How Do I Transform Coefficients in a Taylor Series Differential Equation?

[vermin]

So, I have this DE which is 2nd order, w/ variable coefficients, it goes;
xy''+(x-5)y'+(x^2-4)y=0 revolving around x_0=4.

I know there's a singular point at 0 and I assume to use a summation y(x)=[∞,Ʃ,n=0] a_n(x-x_0)^n
pardon me I don't know how to type the summation symbol, but that's supposed to be starting at n=0 going to infinity, I'm using x_0 for 'x sub 0', etc.
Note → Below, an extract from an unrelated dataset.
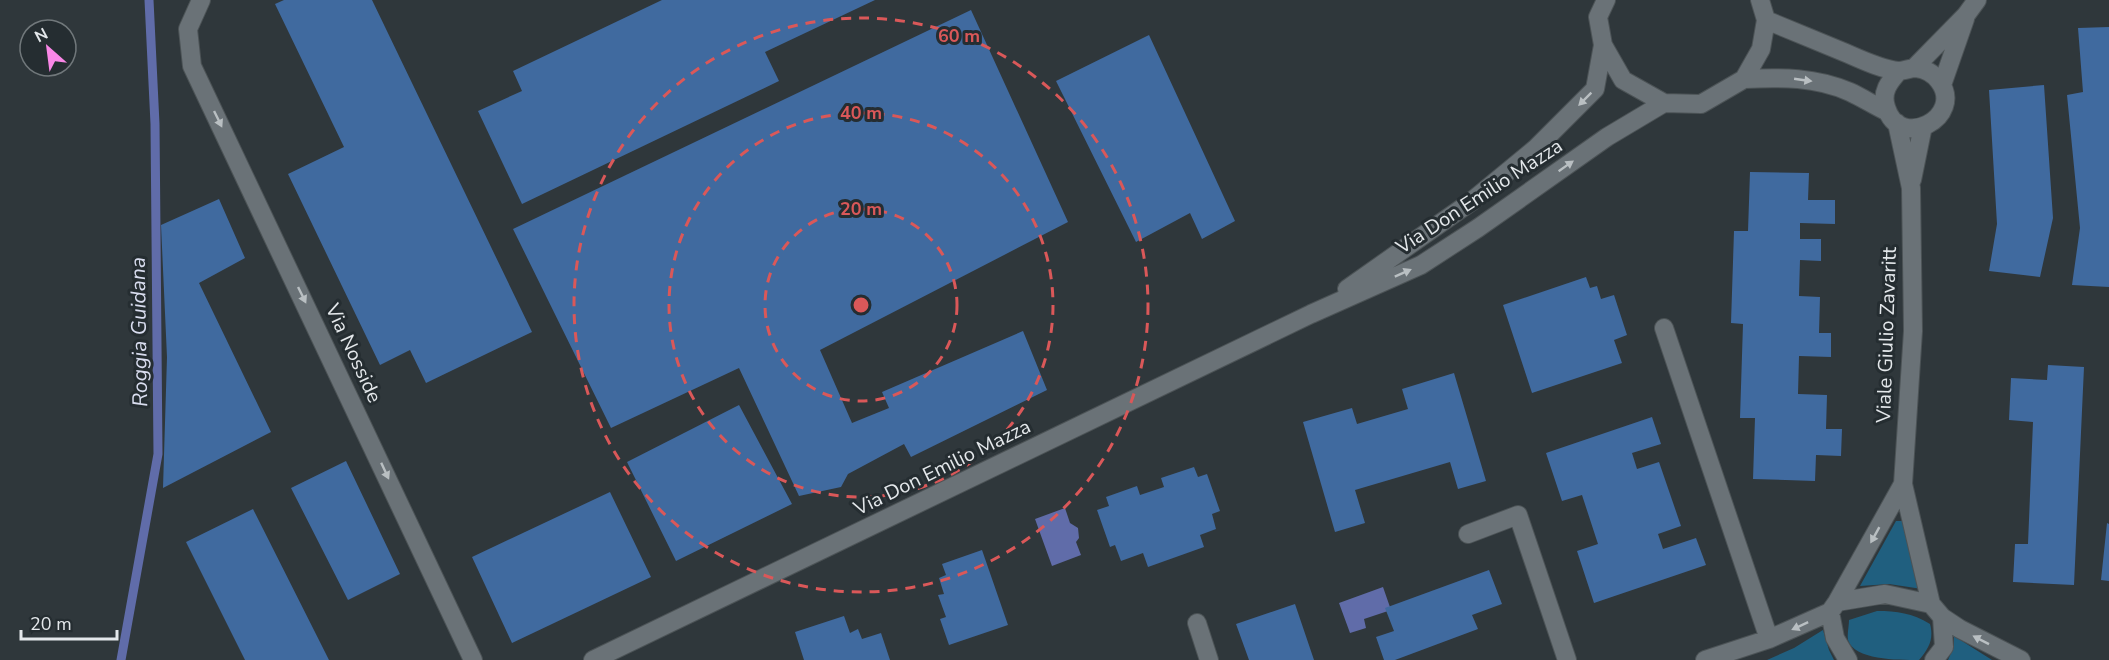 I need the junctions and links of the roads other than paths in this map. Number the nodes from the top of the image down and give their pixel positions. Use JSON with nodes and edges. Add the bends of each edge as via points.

Well I take the 1st and 2nd derivatives of that sum and plug them into the ODE, having divided the y' and y coefficients by x so that y'' is alone. Then I'm left with the following;

http://files.royw.airpost.net/summm.jpg

my problem is, I was told on other problems that any x-terms as coefficients outside (such as the two in blue, to the left of the summation symbols) should be re-written to include the form of the x-term inside the sums. So, I need them to involve (x-4), so I can factor them out later. But maybe my algebra is weak, because I don't know what to do here. I've already stumped two math majors with this situation so I'm thinking maybe I took a wrong turn to lead me into this.

Any help would be appreciated! thanks.

 

[HallsofIvy]

The first thing you need to do is get rid of that "x" in the denominator by multiplying through by x:
\sum_{n=0}^\infty n(n-1)x(x- 4)^{n-2}+ (x- 5)\sum_{n=0}^\infty a_nnx(x- 4)^{n-1}+ (x^2- 4)\sum_{n=0}^\infty a_nn(x- 4)^n= 0
Now you will have to convert the "x" in the first sum, the "x- 5" in the second, and both "x- 2" and "x+ 2" (factors of x^2- 4) to "x- 4" so it can be included in the powers.

x= x- 4+ 4 so "x(x-4)^{n-2}= (x- 4+ 4)(x- 4)^{n-2}= (x- 4)^{n-1}+ 4(x- 4)^{n-2}".

x- 5= x- 4- 1 so (x- 5)(x- 4)^{n-1}= (x-4- 1)(x- 4)^{n-1}= (x-4)^n- (x- 4)^{n-1}.

x^2- 4= (x- 2)(x+ 2)= (x- 4+ 2)(x- 4+ 6)= (x- 4)^2+ 8(x- 4)+ 12 so (x^2- 4)(x- 4)^n= (x- 4)^{n+2}+ 8(x- 4)^{n+1}+ 12(x- 4)^n.

 

[vermin]

ok, thanks! I didn't realize I could move the x inside first.

 

[vermin]

wait, on the 3rd term you didn't include an X in the summation argument. I'm assuming that was a typo...?
also, it looks like I included an extra 'n' that shouldn't have been there on the 3rd summation between a_n and (x-4), sorry.